● **What to work on**
Count the lines of the records below that hold the word "Oakdale", and give only the number.

*** Records to process ***

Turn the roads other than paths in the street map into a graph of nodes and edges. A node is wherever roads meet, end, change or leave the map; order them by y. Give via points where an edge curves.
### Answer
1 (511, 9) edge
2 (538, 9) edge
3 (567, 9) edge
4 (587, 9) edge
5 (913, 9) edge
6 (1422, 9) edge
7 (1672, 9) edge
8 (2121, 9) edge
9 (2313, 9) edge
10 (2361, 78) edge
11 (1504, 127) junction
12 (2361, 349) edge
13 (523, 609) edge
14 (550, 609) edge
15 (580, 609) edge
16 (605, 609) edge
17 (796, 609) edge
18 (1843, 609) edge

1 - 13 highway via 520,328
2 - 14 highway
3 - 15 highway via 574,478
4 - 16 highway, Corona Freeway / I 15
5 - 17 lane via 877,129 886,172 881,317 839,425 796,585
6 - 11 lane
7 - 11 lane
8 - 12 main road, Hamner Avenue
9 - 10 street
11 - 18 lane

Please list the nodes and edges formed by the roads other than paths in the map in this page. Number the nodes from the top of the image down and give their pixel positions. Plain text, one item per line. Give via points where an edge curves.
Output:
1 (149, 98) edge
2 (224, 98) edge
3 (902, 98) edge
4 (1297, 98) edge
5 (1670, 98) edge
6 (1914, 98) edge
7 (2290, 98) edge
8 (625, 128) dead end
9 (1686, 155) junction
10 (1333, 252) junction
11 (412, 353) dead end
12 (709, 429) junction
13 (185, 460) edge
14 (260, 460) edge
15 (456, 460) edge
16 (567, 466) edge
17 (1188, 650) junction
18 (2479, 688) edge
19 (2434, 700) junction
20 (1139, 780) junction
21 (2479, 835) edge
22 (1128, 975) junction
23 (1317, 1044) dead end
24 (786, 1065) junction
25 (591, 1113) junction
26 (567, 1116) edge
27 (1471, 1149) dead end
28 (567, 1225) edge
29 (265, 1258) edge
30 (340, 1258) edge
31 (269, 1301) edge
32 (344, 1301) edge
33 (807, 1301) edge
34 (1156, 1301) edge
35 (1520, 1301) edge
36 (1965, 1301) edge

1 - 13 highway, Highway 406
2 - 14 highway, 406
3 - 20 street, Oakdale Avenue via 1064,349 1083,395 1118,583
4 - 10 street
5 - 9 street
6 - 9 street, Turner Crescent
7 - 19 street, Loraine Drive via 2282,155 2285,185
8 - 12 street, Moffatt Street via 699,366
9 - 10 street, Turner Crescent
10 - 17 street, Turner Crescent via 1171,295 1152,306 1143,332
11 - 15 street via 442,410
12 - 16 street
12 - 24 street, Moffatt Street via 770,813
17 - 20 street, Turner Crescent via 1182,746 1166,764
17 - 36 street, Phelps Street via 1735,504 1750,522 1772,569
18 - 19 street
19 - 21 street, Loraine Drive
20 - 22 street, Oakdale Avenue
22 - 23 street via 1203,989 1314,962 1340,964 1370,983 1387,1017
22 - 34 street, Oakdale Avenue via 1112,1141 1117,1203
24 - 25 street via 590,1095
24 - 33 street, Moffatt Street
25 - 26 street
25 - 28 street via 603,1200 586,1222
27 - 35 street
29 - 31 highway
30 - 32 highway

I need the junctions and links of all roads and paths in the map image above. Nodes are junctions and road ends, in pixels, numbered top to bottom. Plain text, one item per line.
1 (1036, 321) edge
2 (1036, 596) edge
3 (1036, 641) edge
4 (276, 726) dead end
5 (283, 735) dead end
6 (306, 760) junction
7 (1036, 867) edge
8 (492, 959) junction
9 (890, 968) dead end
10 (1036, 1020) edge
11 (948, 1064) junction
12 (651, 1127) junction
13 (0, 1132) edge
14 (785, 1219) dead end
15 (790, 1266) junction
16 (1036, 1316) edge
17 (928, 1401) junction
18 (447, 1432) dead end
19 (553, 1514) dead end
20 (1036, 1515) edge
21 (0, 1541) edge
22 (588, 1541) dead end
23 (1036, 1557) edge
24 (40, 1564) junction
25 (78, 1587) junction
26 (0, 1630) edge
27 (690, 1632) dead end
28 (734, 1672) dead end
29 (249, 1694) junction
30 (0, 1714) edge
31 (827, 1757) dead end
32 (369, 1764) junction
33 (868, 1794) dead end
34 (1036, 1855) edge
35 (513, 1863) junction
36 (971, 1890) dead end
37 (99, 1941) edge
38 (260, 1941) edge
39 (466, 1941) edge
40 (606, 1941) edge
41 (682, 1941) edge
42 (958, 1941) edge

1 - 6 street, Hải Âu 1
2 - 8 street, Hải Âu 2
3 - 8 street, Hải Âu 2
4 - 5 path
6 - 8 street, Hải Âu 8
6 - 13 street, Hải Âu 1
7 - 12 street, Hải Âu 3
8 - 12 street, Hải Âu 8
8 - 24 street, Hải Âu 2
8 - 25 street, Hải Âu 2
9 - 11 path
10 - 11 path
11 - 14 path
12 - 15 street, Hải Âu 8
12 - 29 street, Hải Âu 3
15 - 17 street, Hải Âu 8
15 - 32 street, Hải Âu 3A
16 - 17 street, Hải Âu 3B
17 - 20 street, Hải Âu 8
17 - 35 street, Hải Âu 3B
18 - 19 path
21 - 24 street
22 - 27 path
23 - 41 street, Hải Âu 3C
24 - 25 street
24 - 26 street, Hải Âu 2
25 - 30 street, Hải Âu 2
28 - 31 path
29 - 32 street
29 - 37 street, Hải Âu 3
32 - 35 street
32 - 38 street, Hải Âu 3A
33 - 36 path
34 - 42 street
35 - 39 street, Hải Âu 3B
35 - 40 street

*** End of Records to process ***

● **Response to the task**
3